What have you done? think about how the definition of absolute value and how \sin x behaves when x \approx 0.

 

[HallsofIvy]

Hi,
How can I calculate left and right-sided limits?
\frac{x}{a}[\frac{b}{x}]

For x not equal to 0, this is just b/a and so has b/a as both right and left sided limits.
Or did you mean (x/a)|b/x|? In that case, you take left and right limits by looking at:
If x> 0 then |b/x|= |b|/x so (x/a)(|b|/x)= |b|/a
If x< 0 then |b/x|= -|b|/x so (x/a)(|b|/x)= -|b|/a

\frac{b}{x}[\frac{x}{a}]

Same comments

\frac{x}{\sqrt{|sinx|}}
in point x=0.
Thanks for help.

The last one should be easy. Since sin(-x)= -sin(x), |sin(-x)|= |sin(x)| and the only difference between x< 0 and x> 0 is in the numerator.

 

[Phizyk]

[\frac{b}{x}] it is entier function. I can not solve second case... It is harder than first. Can I do (\frac{x}{a}-1)\frac{b}{x}\leq{[\frac{x}{a}]\frac{b}{x}}\leq{\frac{b}{a}} and use |f(x)-g|\leq{\epsilon} so g=\frac{b}{a}?

 

[HallsofIvy]

[\frac{b}{x}] it is entier function.

I don't know what that means.

I can not solve second case... It is harder than first. Can I do (\frac{x}{a}-1)\frac{b}{x}\leq{[\frac{x}{a}]\frac{b}{x}}\leq{\frac{b}{a}} and use |f(x)-g|\leq{\epsilon} so g=\frac{b}{a}?
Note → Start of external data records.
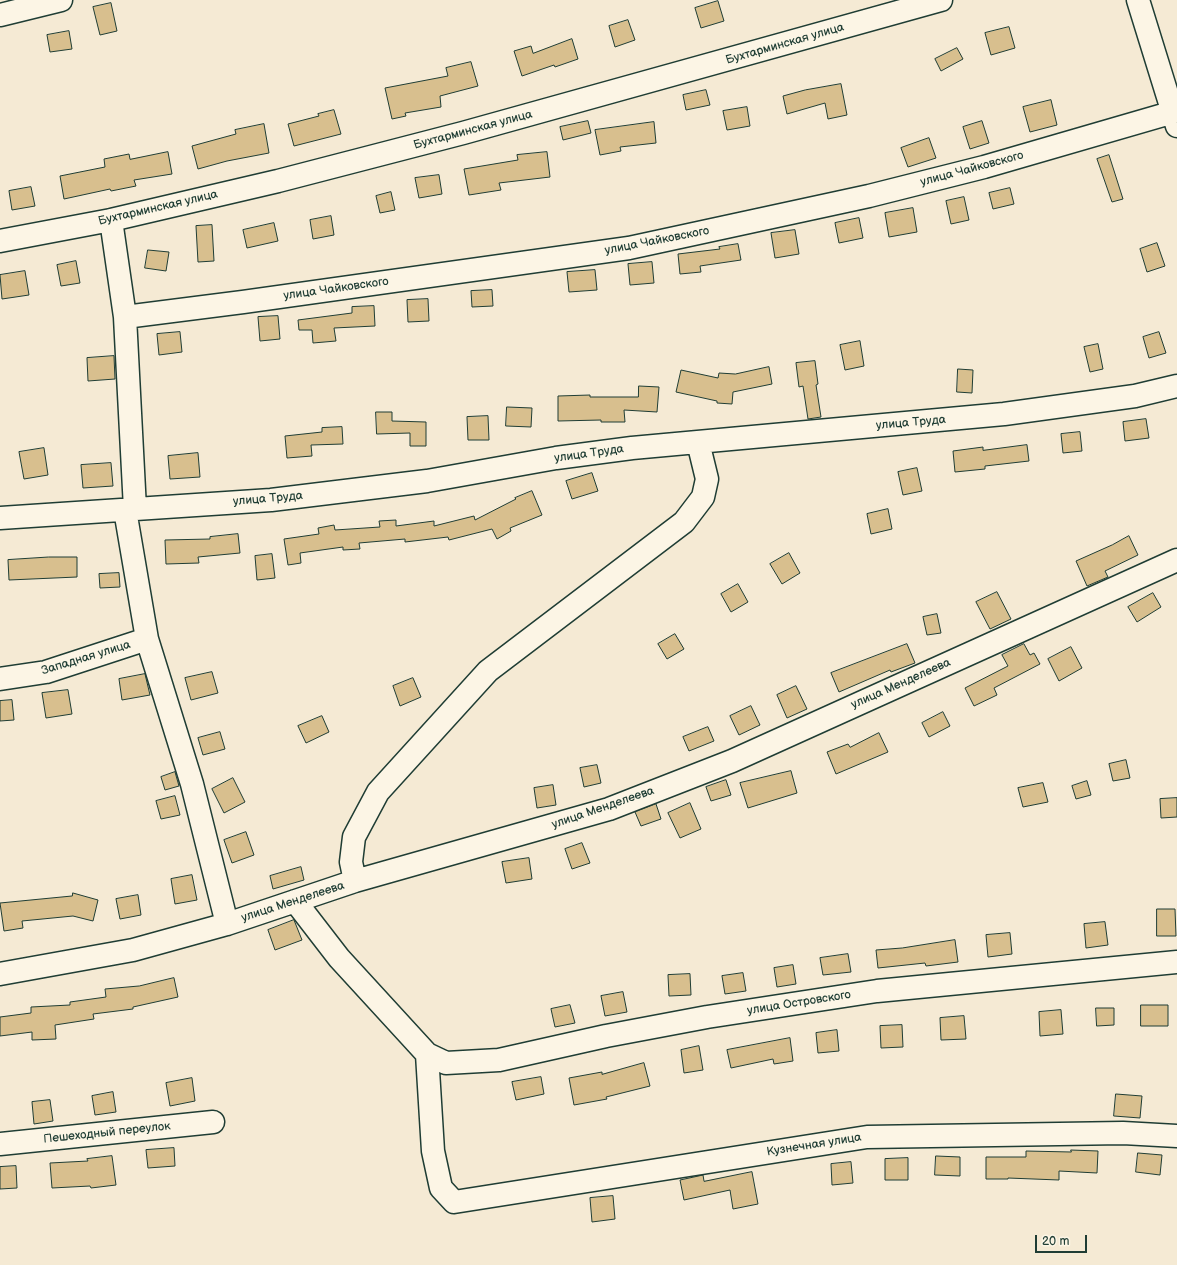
<!DOCTYPE html>
<meta charset="utf-8">
<style>
body{margin:0}
#map{position:relative;width:1177px;height:1265px;overflow:hidden;background:#f5ead4;font-family:"Balsamiq Sans",sans-serif}
canvas{display:block}
.scale{position:absolute;left:1035px;top:1235px;width:52px;height:18px;box-sizing:border-box;border:2px solid #1f3d34;border-top:0;padding-left:5px;font-size:12px;line-height:14px;white-space:nowrap;color:#1f3d34;-webkit-text-stroke:3px #fcf5e5;paint-order:stroke}
</style>
<div id="map">
<canvas width="1177" height="1265"></canvas>
<div class="scale">20 m</div>
</div>
<script>
const g = document.querySelector('canvas').getContext('2d');
g.lineJoin = 'round';
function paint(path, color) {
  g.fillStyle = color;
  g.fill(path, 'evenodd');
}
function strokePath(path, color, width, dash) {
  g.strokeStyle = color;
  g.lineWidth = width;
  g.lineCap = dash ? 'butt' : 'round';
  g.setLineDash(dash || []);
  g.stroke(path);
}
function write(font, color, halo, rows, align = 'center') {
  g.font = font + ' "Balsamiq Sans",sans-serif';
  g.lineWidth = 3.5;
  g.setLineDash([]);
  g.textBaseline = 'middle';
  g.strokeStyle = halo;
  g.fillStyle = color;
  for (const [text, x, y, turn = 0] of rows) {
    g.save();
    g.translate(x, y);
    g.rotate((+turn || 0) * Math.PI / 180);
    g.textAlign = isNaN(turn) ? turn : align;
    if (halo) g.strokeText(text, 0, 0);
    g.fillText(text, 0, 0);
    g.restore();
  }
}
const building = new Path2D(`
 M718,1L724,21L701,28L695,8Z
 M111,3L117,31L100,35L93,7Z
 M628,20L635,40L615,47L609,26Z
 M1009,27L1015,48L991,55L985,33Z
 M69,31L72,49L50,52L47,35Z
 M572,39L578,59L555,67L554,65L522,76L514,51L531,46L533,53Z
 M957,48L963,59L941,71L935,59Z
 M471,62L478,86L440,96L441,107L405,113L406,116L392,119L385,88L448,76L446,68Z
 M841,84L847,115L828,119L825,103L787,114L783,96L805,90Z
 M706,90L710,105L686,110L683,95Z
 M1051,100L1057,125L1030,132L1023,107Z
 M747,107L750,126L727,130L723,111Z
 M334,110L341,134L294,146L288,124L319,116L318,114Z
 M588,121L591,133L563,140L560,127Z
 M982,121L989,143L970,149L963,127Z
 M654,122L656,143L620,147L621,151L600,155L595,130Z
 M264,124L269,153L227,161L198,169L192,146L236,134L235,130Z
 M929,138L936,158L908,167L901,148Z
 M168,152L172,174L134,180L136,186L111,191L110,189L64,199L60,176L105,167L104,159L129,154L130,159Z
 M547,152L550,177L499,183L501,190L469,195L464,169L518,160L517,155Z
 M1109,155L1123,199L1112,202L1097,159Z
 M439,175L442,194L419,198L415,178Z
 M31,187L35,206L12,210L9,191Z
 M1010,188L1014,204L993,209L989,193Z
 M391,192L395,210L380,213L376,196Z
 M964,197L969,220L951,224L946,201Z
 M913,208L917,232L889,237L885,213Z
 M331,216L334,235L313,239L310,220Z
 M859,218L863,238L839,243L835,223Z
 M274,223L278,241L247,248L243,230Z
 M212,225L214,261L198,262L196,226Z
 M795,230L799,254L775,258L771,233Z
 M1157,243L1165,266L1147,272L1140,249Z
 M738,244L741,260L700,266L701,272L680,274L678,254L720,249L719,247Z
 M148,250L169,252L166,271L145,268Z
 M76,261L80,283L61,286L57,265Z
 M652,262L654,283L630,285L628,264Z
 M595,270L597,290L569,292L567,272Z
 M25,271L29,295L2,299L0,275Z
 M492,290L493,306L472,307L471,291Z
 M428,299L429,321L408,322L407,300Z
 M374,306L375,326L334,328L336,341L313,343L312,330H299L298,320L352,313V307Z
 M278,316L280,339L260,341L258,317Z
 M180,332L182,352L159,355L157,334Z
 M1159,332L1166,353L1149,358L1143,337Z
 M860,341L864,366L845,370L840,345Z
 M1098,344L1103,369L1090,372L1084,347Z
 M114,356L115,379L88,381L87,358Z
 M815,361L818,384L816,385L821,417L808,419L803,386L799,387L796,363Z
 M769,367L772,384L733,392L732,404L717,403V401L676,392L681,370L718,378L719,373L735,374Z
 M958,369L973,370L972,393L957,392Z
 M639,386L659,387L657,412L624,410L625,422H601V420L558,421V396L590,395V397H638Z
 M507,407L532,408L531,427L506,426Z
 M376,412H392V421L426,422V446H410V433L377,434Z
 M488,416L489,440H468L467,417Z
 M1146,419L1149,438L1125,441L1123,422Z
 M342,427L343,444L311,445L312,456L287,458L285,436L322,432V428Z
 M1080,432L1082,451L1063,453L1061,434Z
 M1027,445L1029,461L985,466V469L955,472L953,451L983,447V450Z
 M44,448L48,475L24,479L19,452Z
 M198,453L200,477L170,479L168,456Z
 M111,463L113,486L83,488L81,465Z
 M917,468L922,491L903,495L898,472Z
 M592,473L598,491L572,499L566,481Z
 M532,491L542,515L510,528L511,531L497,539L492,529L449,540L448,537L405,542V539L359,543L360,549L343,550V547L300,553L301,563L288,565L284,539L319,534L318,528L334,525L335,530L380,527L379,521L396,520V526L434,521V526L474,516L475,520L516,499L515,498Z
 M888,509L892,529L871,534L867,514Z
 M238,534L240,553L198,557L199,563L166,564L165,540L210,539V537Z
 M1129,536L1138,555L1105,571L1108,577L1087,586L1076,561L1112,545Z
 M789,553L800,573L782,584L770,564Z
 M272,554L275,578L257,580L255,556Z
 M49,557H77V577L9,580L8,560Z
 M119,573L120,587L100,588L99,574Z
 M738,584L748,602L731,612L721,594Z
 M997,592L1011,619L990,629L976,602Z
 M1153,593L1161,607L1137,622L1128,607Z
 M937,614L941,633L927,635L923,617Z
 M675,634L684,649L667,659L658,644Z
 M907,644L915,663L891,672L890,670L839,692L831,673Z
 M1024,644L1030,655L1034,653L1040,664L994,688L997,695L974,706L965,688L1008,666L1002,655Z
 M1071,647L1082,668L1059,681L1048,659Z
 M212,672L218,693L191,700L185,678Z
 M145,674L150,695L122,700L119,679Z
 M413,678L421,697L400,706L393,686Z
 M796,686L807,709L787,718L777,695Z
 M68,690L72,714L46,718L42,693Z
 M12,700L14,720L0,721V701Z
 M751,706L760,725L739,735L730,716Z
 M943,712L950,726L929,737L922,723Z
 M322,716L329,732L306,743L298,726Z
 M708,727L714,741L689,751L683,737Z
 M220,732L225,749L203,755L198,738Z
 M879,733L888,752L836,774L827,752L848,744L850,747Z
 M1126,760L1130,778L1113,781L1109,764Z
 M597,765L601,783L584,787L580,768Z
 M791,771L797,793L748,808L740,783Z
 M175,772L179,786L165,790L161,777Z
 M233,778L245,802L224,813L212,789Z
 M726,780L731,795L711,801L706,787Z
 M1087,781L1091,795L1076,799L1072,786Z
 M1043,783L1048,802L1023,807L1018,788Z
 M553,785L556,805L537,808L534,788Z
 M175,796L180,815L161,819L156,801Z
 M1177,798V817L1161,818L1160,799Z
 M690,803L701,829L680,838L668,813Z
 M656,804L661,819L641,826L635,812Z
 M246,832L254,855L232,863L224,840Z
 M582,843L590,863L572,869L565,849Z
 M529,858L532,879L506,883L502,862Z
 M301,867L304,880L273,889L270,876Z
 M192,875L197,900L175,904L171,879Z
 M73,893L98,900L93,921L73,916L22,921L23,928L4,931L0,903L72,896Z
 M138,895L141,915L120,919L116,899Z
 M1157,909H1175L1176,936H1157Z
 M294,920L302,940L275,950L268,930Z
 M1105,922L1108,945L1086,948L1084,924Z
 M1010,933L1012,954L988,957L986,935Z
 M955,940L958,962L926,966L925,963L878,968L876,950L902,948Z
 M848,954L851,972L823,975L820,958Z
 M793,965L796,984L777,987L774,968Z
 M743,973L746,991L725,994L722,976Z
 M690,974L691,995L669,996L668,975Z
 M174,978L178,997L133,1007V1009L93,1014L94,1019L55,1025L56,1039L32,1040V1032L0,1036V1017L31,1013V1007L70,1005V1002L106,997L105,989L139,986Z
 M623,992L627,1012L605,1016L601,996Z
 M570,1005L575,1023L555,1027L551,1009Z
 M1141,1005H1168V1026H1141Z
 M1096,1008H1114V1025L1097,1026Z
 M1061,1010L1063,1034L1040,1036L1039,1012Z
 M964,1016L966,1039L941,1040L940,1018Z
 M902,1025L903,1047L881,1048L880,1026Z
 M837,1030L839,1051L818,1053L816,1033Z
 M790,1038L793,1061L774,1064L773,1059L731,1068L727,1050Z
 M699,1046L703,1070L684,1073L681,1050Z
 M644,1063L650,1086L606,1097L607,1099L574,1105L569,1078L602,1072V1074Z
 M541,1077L544,1094L516,1100L512,1082Z
 M192,1078L195,1101L170,1106L166,1083Z
 M113,1092L116,1112L95,1115L92,1096Z
 M1116,1094L1142,1096L1140,1118L1114,1116Z
 M50,1100L53,1121L34,1124L32,1102Z
 M174,1148L175,1166L148,1168L146,1150Z
 M1071,1150L1098,1151L1097,1173L1059,1171V1180L1008,1178V1179H986V1157H1026V1151L1071,1152Z
 M1138,1153L1162,1155L1160,1175L1136,1172Z
 M112,1156L116,1185L91,1188L90,1186L52,1188L50,1163L88,1161L87,1159Z
 M936,1156L960,1157V1176L935,1175Z
 M908,1158V1180H885V1159Z
 M851,1162L853,1183L832,1185L831,1164Z
 M16,1166L17,1188L0,1189V1167Z
 M752,1172L758,1204L733,1209L730,1190L684,1200L680,1180L703,1175L704,1181Z
 M613,1196L615,1219L592,1222L590,1198Z`);
paint(building, '#d8bf8e');
strokePath(building, '#1f3d34', 1);
const minor = new Path2D(`
 M1138,0L1177,126
 M0,15L61,0
 M111,220L125,317L135,509
 M0,241L111,220L278,181L463,133L941,0
 M125,317L243,302L629,248L869,196L984,167L1177,111
 M125,510L147,639L192,784L227,924
 M0,518L271,500L427,481L556,458L632,448L1004,414L1135,396L1177,386
 M0,679L46,672L147,639
 M355,881L351,862L354,837L378,792L488,671L684,522L703,497L707,479L698,442
 M295,901L339,958L427,1054L433,1151L441,1188L454,1202L867,1137L1123,1133L1177,1136
 M0,974L133,950L227,924L355,881L609,809L732,761L1177,560
 M427,1054L446,1063L499,1060L606,1036L707,1017L877,991L1177,962
 M0,1144L213,1122`);
strokePath(minor, '#1f3d34', 25);
strokePath(minor, '#fcf5e5', 22);
write('12px', '#1f3d34', '#fcf5e5', [
 ["Бухтарминская улица",785,44,-16],
 ["Бухтарминская улица",473,130,-15],
 ["улица Чайковского",972,169,-15],
 ["Бухтарминская улица",158,208,-13],
 ["улица Чайковского",657,241,-11],
 ["улица Чайковского",336,289,-8],
 ["улица Труда",911,423,-5],
 ["улица Труда",589,454,-8],
 ["улица Труда",268,499,-5],
 ["Западная улица",86,658,-17],
 ["улица Менделеева",901,684,-24],
 ["улица Менделеева",603,808,-19],
 ["улица Менделеева",293,902,-18],
 ["улица Островского",799,1003,-9],
 ["Пешеходный переулок",107,1133,-6],
 ["Кузнечная улица",814,1145,-9]
]);
</script>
Where did the "-1" in \frac{x}{a}-1[/itex] come from?

 

[Phizyk]

[\frac{b}{x}] the floor and ceiling functions.
x-1\leq{[x]}\leq{x}

 

[HallsofIvy]

Chose one! Does it mean the floor or the ceiling. It can't be both! If you mean [x] is the integer between x-1 and x, then it is the floor.